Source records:
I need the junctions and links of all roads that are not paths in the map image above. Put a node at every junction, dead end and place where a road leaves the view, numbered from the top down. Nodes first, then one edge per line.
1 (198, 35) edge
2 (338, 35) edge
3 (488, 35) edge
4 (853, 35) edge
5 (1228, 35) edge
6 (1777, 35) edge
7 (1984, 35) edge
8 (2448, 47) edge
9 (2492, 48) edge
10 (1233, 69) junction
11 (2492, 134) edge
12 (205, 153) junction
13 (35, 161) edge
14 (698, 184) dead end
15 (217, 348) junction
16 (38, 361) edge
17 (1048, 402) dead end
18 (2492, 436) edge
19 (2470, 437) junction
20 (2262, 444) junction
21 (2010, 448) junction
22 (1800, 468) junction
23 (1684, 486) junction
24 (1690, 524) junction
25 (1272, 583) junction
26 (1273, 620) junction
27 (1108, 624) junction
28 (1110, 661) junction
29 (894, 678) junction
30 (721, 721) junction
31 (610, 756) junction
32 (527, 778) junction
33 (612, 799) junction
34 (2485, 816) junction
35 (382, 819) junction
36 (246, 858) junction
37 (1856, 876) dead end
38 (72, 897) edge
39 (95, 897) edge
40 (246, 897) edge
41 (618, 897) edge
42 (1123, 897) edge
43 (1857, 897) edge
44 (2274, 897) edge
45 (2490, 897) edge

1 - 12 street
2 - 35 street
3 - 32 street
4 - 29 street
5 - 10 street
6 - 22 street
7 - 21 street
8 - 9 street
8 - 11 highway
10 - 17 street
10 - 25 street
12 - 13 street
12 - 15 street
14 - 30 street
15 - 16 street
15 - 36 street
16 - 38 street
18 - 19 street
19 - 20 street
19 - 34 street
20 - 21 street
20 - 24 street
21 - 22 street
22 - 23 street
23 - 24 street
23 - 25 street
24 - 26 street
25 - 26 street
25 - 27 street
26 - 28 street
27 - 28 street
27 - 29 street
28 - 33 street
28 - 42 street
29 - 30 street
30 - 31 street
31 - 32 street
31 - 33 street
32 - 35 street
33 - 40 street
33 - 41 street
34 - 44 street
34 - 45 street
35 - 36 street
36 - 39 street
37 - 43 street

• EXERCISE: Lines containing the word "dead" are to be pulled from the records and copied.

• YOUR SOLUTION:
I need the junctions and links of all roads that are not paths in the map image above. Put a node at every junction, dead end and place where a road leaves the view, numbered from the top down. Nodes first, then one edge per line.
14 (698, 184) dead end
17 (1048, 402) dead end
37 (1856, 876) dead end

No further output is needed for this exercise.